2ª Parte; Toledo (Sala Pícaro) y Valencia (Loco Club)

Nos despedimos de David y Carmen y salimos de Madrid con el estómago lleno, descansados y con ganas de llegar a Toledo de día. El viaje dura aproximadamente una hora. Henrik de copiloto, Israel haciendo de DJ y yo al volante, todo en su sitio. Llegamos con casi dos horas de antelación, descargamos y aún tuvimos tiempo para irnos al hotel a descansar un rato. A las 7 fuimos a montar el equipo y descubrimos la rareza de la sala, un espacio de tres plantas dispuesto como un coliseum; abajo el grupo, en la segunda y tercera planta el público, apostado sobre las barandillas de las pasarelas que forman el perímetro del local. Tuvimos algunas complicaciones con el sonido. La batería se sitúa debajo de una de las pasarelas, con el techo muy cerca, con lo cual el sonido se dispara de frente mientras que el resto se coloca en el centro, sin nada encima, haciendo que el sonido busque la altura hasta llegar al techo. Conclusión, demasiada batería. Ninguno de los tres logramos meternos en el concierto y eso se nota. A pesar de todo, mucha gente y muy contenta. Descubrimos que al menos 10 personas venían desde Madrid para vernos, buena señal. La gente del Pícaro nos preparó una zona Vip de las de verdad, llena de bebidas. Así que nos llevamos a unos cuantos seguidores y amigos a la parte de abajo. Volvimos a encontrarnos a dos chavales que nos habían visto 5 veces y charlamos con ellos un rato sobre anécdotas que a nosotros nos cuesta recordar pero que ellos tienen todavía frescas.

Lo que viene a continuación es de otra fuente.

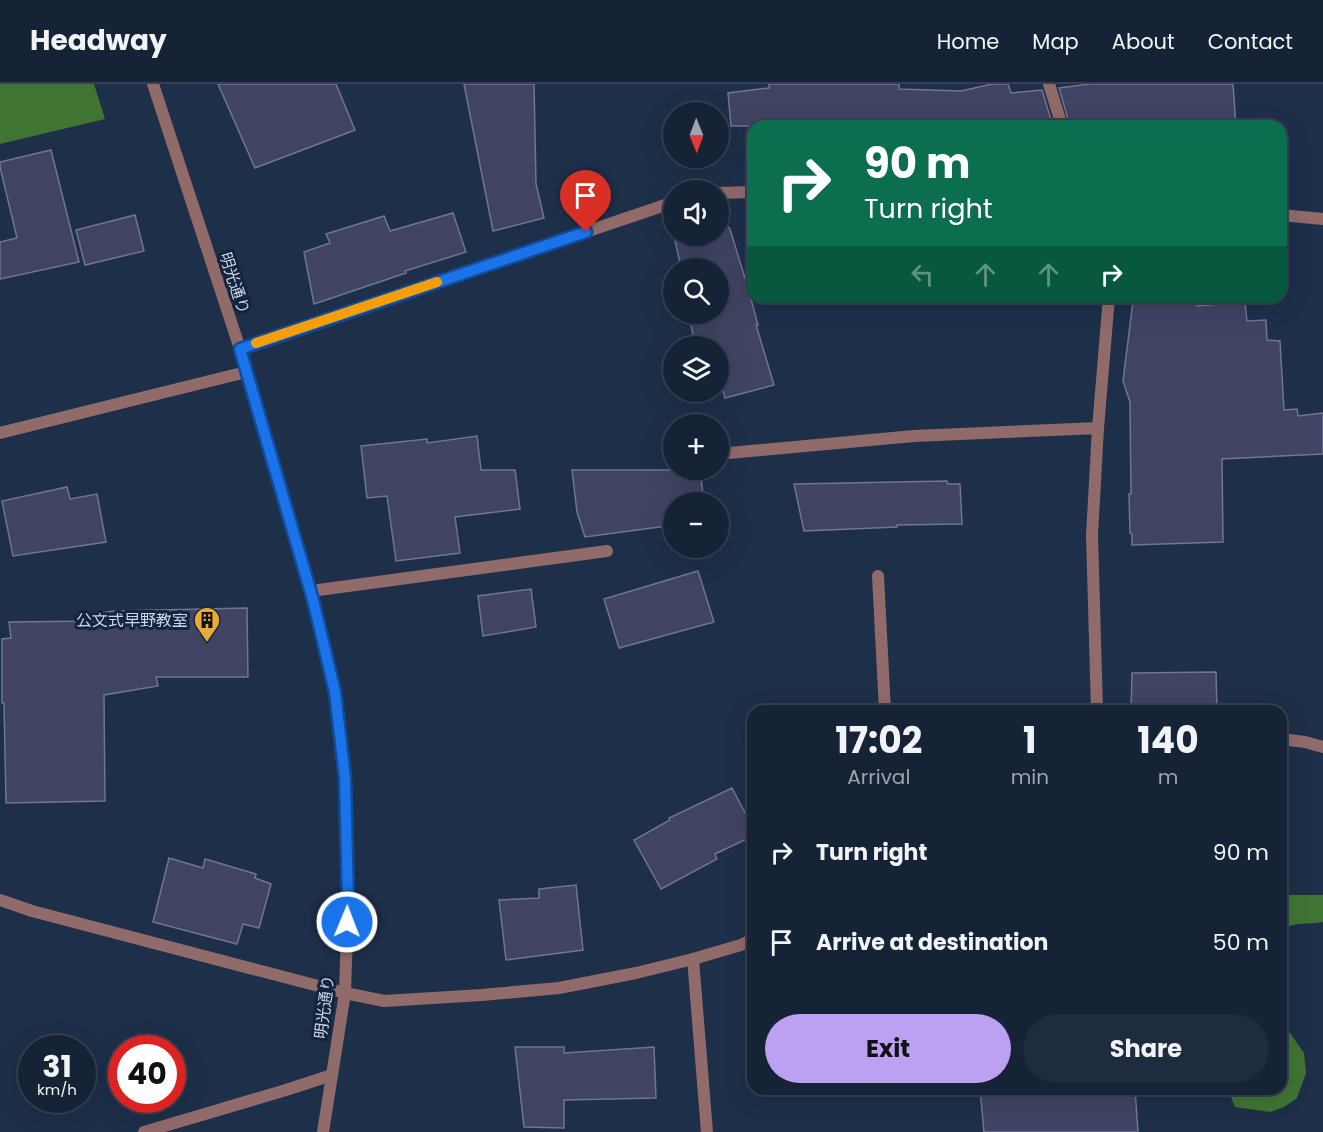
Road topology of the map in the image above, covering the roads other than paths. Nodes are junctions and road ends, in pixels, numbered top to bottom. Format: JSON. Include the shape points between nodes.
{"nodes":[{"id":1,"x":153,"y":84,"type":"edge"},
{"id":2,"x":1049,"y":84,"type":"edge"},
{"id":3,"x":1060,"y":120,"type":"edge"},
{"id":4,"x":747,"y":192,"type":"edge"},
{"id":5,"x":729,"y":193,"type":"edge"},
{"id":6,"x":663,"y":206,"type":"edge"},
{"id":7,"x":1287,"y":216,"type":"edge"},
{"id":8,"x":1323,"y":219,"type":"edge"},
{"id":9,"x":1108,"y":303,"type":"edge"},
{"id":10,"x":240,"y":349,"type":"junction"},
{"id":11,"x":246,"y":372,"type":"junction"},
{"id":12,"x":1098,"y":428,"type":"junction"},
{"id":13,"x":0,"y":433,"type":"edge"},
{"id":14,"x":729,"y":453,"type":"edge"},
{"id":15,"x":607,"y":551,"type":"dead end"},
{"id":16,"x":879,"y":576,"type":"dead end"},
{"id":17,"x":311,"y":591,"type":"junction"},
{"id":18,"x":885,"y":705,"type":"edge"},
{"id":19,"x":1097,"y":705,"type":"edge"},
{"id":20,"x":1287,"y":740,"type":"edge"},
{"id":21,"x":1323,"y":747,"type":"edge"},
{"id":22,"x":0,"y":900,"type":"edge"},
{"id":23,"x":747,"y":942,"type":"edge"},
{"id":24,"x":693,"y":959,"type":"junction"},
{"id":25,"x":345,"y":993,"type":"junction"},
{"id":26,"x":332,"y":1075,"type":"junction"},
{"id":27,"x":144,"y":1132,"type":"edge"},
{"id":28,"x":323,"y":1132,"type":"edge"},
{"id":29,"x":707,"y":1132,"type":"edge"}],
"edges":[{"from":1,"to":10,"type":"street","name":"明光通り"},
{"from":2,"to":3,"type":"street"},
{"from":4,"to":5,"type":"street"},
{"from":6,"to":10,"type":"street"},
{"from":7,"to":8,"type":"street"},
{"from":9,"to":12,"type":"street"},
{"from":10,"to":11,"type":"street","name":"明光通り"},
{"from":11,"to":13,"type":"street"},
{"from":11,"to":17,"type":"street","name":"明光通り"},
{"from":12,"to":14,"type":"street","via":[[914,436]]},
{"from":12,"to":19,"type":"street","via":[[1092,535]]},
{"from":15,"to":17,"type":"street"},
{"from":16,"to":18,"type":"street"},
{"from":17,"to":25,"type":"street","name":"明光通り","via":[[335,692],[345,778]]},
{"from":20,"to":21,"type":"street"},
{"from":22,"to":25,"type":"street"},
{"from":23,"to":24,"type":"street"},
{"from":24,"to":25,"type":"street","via":[[559,988],[384,1001]]},
{"from":24,"to":29,"type":"street"},
{"from":25,"to":26,"type":"street","name":"明光通り"},
{"from":26,"to":27,"type":"street"},
{"from":26,"to":28,"type":"street","name":"明光通り"}]}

Después de un rato y con la cabeza en el concierto de Valencia, nos fuimos al hotel a descansar, previo paso por el restaurante para hacer un último trago los tres solos. Tiempo para charlar distendidamente sobre cualquier cosa. A la mañana siguiente nos despertamos con ganas de comer, así que lo primero que hicimos fue llenar el buche con un buen desayuno. Acto seguido recogimos el equipo, lo metimos en la furgo y le dijimos adiós a Cervantes. Nos quedan 4 horas de carretera hasta Valencia donde nos esperan los Castelvanians; el grupo que abrirá para nosotros. Llueve durante todo el viaje. Se hace pesado. Paramos a estirar las piernas un par de veces. Descubrimos un perro abandonado en una de las gasolineras. Parecía uno de esos galgos que los cazadores dejan de lado en cuanto no les sirven. Nos dio mucha tristeza. Intentamos contactar con la protectora, pero no lo conseguimos. Finalmente se lo comentamos al encargado de la gasolinera para que llamase. Nos comentó que ya lo habían hecho y que se pasarían a buscarlo. Al lado del galgo había otro perro que nos recordó a una hiena, en plena forma y a la expectativa. Parecía esperar a que el galgo estirase la pata y darse el festín. Nos montamos una película, pasaba por allí, sin más. Por fin llegamos a Valencia, localizamos la sala con el gps del iPhone y dimos con ellos sin problemas. Ahora sí, gracias Steve.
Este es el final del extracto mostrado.